### Directions for this task:
Output exactly the lines that run from the top of the entries to the line holding "ctx.set_source_rgba(0, 0, 0, alpha", including both of those lines.

^^^^^^^^^^^^^^^^

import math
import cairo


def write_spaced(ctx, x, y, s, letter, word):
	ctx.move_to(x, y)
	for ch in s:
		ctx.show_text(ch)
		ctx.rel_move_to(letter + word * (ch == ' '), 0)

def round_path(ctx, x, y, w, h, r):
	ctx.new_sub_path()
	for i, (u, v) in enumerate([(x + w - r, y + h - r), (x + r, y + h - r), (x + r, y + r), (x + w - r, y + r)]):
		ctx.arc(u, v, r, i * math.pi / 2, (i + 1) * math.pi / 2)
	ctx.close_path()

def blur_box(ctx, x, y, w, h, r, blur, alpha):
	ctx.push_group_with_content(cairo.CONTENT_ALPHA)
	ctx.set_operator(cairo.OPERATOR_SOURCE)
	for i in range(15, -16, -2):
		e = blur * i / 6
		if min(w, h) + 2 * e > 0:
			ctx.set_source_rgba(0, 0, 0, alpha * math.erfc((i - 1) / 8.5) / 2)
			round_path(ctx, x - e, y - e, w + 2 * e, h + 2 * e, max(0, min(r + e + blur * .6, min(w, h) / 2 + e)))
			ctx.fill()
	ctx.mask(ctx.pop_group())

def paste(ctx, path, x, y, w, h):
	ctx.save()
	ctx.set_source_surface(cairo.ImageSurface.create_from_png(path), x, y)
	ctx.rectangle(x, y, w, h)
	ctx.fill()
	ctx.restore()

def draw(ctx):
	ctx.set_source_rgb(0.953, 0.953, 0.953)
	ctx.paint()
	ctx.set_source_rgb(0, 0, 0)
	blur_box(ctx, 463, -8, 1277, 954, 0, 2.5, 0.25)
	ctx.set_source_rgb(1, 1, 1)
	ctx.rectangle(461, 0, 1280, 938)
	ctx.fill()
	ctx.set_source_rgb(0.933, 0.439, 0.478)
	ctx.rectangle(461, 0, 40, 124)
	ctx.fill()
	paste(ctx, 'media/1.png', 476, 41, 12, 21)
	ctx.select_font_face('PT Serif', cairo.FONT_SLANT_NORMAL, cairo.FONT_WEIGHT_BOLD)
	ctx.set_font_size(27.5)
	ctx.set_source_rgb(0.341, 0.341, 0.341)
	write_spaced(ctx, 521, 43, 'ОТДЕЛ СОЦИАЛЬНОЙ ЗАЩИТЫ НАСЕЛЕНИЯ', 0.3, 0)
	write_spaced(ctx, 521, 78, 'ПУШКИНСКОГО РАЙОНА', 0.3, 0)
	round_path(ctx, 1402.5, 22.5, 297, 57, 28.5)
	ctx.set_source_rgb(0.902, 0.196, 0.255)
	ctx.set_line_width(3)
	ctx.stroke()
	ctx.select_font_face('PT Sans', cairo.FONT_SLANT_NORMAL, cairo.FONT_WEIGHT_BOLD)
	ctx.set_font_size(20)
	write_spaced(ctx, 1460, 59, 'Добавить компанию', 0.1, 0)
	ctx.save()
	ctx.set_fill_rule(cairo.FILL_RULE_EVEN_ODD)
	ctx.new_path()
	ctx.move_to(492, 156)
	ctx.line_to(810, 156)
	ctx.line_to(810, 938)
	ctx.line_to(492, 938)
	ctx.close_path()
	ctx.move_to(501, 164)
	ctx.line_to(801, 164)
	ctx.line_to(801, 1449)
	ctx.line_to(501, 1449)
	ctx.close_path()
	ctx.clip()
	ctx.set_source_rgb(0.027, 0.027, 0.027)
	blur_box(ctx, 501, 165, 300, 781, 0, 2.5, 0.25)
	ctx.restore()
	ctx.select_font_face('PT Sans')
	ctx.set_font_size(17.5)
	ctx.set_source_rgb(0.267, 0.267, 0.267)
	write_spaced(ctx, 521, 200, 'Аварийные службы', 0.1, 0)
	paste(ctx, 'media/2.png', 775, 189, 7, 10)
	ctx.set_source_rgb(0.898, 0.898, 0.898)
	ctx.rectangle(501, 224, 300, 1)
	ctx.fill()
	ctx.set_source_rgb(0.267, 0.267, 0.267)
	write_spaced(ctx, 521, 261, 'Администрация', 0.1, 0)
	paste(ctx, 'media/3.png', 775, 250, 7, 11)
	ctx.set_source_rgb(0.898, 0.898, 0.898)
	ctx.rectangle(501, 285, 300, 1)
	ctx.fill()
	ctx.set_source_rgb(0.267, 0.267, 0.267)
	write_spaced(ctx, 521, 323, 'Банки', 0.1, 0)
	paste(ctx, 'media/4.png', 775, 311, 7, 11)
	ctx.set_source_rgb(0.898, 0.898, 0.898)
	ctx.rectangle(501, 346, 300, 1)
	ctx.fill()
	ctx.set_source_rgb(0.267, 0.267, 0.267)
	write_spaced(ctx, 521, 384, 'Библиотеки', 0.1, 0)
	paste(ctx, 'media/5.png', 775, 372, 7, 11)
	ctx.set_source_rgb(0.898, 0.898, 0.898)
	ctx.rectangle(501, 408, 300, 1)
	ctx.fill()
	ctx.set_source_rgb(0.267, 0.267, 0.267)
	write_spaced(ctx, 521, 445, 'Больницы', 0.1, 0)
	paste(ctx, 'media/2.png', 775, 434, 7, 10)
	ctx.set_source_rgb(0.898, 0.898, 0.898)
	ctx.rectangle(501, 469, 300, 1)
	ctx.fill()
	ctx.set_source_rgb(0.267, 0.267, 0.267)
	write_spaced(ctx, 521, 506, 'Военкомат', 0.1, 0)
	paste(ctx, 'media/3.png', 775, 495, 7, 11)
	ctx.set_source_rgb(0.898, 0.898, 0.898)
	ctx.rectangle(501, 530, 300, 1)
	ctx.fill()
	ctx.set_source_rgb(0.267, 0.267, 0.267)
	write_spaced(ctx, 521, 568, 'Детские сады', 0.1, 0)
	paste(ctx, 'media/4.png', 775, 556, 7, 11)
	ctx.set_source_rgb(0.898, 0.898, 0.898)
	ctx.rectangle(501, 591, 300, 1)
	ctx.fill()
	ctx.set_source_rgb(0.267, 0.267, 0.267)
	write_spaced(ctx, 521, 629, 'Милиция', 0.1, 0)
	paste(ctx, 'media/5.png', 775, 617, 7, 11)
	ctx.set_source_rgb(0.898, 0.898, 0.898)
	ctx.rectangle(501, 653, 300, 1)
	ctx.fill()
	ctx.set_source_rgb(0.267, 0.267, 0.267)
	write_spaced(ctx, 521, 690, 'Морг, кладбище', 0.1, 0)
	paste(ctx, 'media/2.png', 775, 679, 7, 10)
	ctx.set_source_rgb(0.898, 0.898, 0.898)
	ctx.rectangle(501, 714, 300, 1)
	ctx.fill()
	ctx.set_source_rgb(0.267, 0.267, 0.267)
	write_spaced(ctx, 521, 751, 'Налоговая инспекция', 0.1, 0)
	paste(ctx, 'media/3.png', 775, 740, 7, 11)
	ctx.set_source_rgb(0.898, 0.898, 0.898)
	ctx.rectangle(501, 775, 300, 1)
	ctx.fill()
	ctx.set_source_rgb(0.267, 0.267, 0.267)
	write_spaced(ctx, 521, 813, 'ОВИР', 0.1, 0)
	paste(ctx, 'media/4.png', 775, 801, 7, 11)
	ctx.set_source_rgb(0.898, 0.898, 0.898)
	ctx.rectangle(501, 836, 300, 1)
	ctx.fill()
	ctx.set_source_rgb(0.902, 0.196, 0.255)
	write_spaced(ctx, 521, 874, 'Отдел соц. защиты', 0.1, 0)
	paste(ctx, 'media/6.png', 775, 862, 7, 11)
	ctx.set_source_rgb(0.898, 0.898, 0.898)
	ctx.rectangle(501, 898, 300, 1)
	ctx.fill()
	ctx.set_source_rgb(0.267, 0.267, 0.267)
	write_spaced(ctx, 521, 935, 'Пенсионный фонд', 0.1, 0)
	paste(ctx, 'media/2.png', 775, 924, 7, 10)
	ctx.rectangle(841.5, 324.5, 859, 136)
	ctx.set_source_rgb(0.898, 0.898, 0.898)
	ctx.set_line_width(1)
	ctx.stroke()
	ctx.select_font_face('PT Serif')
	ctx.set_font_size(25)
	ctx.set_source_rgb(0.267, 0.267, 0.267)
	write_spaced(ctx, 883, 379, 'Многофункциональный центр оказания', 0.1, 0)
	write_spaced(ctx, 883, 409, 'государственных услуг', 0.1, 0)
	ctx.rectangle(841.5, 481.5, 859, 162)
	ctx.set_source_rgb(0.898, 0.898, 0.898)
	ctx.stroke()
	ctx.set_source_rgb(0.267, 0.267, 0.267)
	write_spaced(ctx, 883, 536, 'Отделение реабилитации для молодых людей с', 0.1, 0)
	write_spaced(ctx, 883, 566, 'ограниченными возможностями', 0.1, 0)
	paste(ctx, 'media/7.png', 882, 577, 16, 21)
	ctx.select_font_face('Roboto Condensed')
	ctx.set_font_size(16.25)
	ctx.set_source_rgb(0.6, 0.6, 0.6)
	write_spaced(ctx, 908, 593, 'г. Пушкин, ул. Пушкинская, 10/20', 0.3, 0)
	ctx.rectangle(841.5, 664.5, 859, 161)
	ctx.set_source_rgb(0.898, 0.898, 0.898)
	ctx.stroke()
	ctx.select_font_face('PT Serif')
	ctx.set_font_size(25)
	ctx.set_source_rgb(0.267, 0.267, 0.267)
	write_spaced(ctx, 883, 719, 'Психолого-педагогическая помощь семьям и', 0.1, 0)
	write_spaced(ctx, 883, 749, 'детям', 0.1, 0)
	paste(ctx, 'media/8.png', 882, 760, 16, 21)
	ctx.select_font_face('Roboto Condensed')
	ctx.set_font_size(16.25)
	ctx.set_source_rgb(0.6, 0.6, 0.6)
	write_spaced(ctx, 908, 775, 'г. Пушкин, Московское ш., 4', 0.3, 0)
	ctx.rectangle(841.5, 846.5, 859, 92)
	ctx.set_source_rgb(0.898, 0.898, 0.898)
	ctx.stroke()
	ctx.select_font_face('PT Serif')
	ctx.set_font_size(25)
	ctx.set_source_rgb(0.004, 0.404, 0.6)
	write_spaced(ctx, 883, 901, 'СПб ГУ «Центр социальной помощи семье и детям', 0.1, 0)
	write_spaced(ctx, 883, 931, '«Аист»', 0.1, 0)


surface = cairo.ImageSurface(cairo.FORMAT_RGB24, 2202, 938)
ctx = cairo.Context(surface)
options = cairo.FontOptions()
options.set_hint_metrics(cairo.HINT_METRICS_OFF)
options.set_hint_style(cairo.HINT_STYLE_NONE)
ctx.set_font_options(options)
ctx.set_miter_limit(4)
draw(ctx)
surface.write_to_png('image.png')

^^^^^^^^^^^^^^^^

### Output below:
import math
import cairo


def write_spaced(ctx, x, y, s, letter, word):
	ctx.move_to(x, y)
	for ch in s:
		ctx.show_text(ch)
		ctx.rel_move_to(letter + word * (ch == ' '), 0)

def round_path(ctx, x, y, w, h, r):
	ctx.new_sub_path()
	for i, (u, v) in enumerate([(x + w - r, y + h - r), (x + r, y + h - r), (x + r, y + r), (x + w - r, y + r)]):
		ctx.arc(u, v, r, i * math.pi / 2, (i + 1) * math.pi / 2)
	ctx.close_path()

def blur_box(ctx, x, y, w, h, r, blur, alpha):
	ctx.push_group_with_content(cairo.CONTENT_ALPHA)
	ctx.set_operator(cairo.OPERATOR_SOURCE)
	for i in range(15, -16, -2):
		e = blur * i / 6
		if min(w, h) + 2 * e > 0:
			ctx.set_source_rgba(0, 0, 0, alpha * math.erfc((i - 1) / 8.5) / 2)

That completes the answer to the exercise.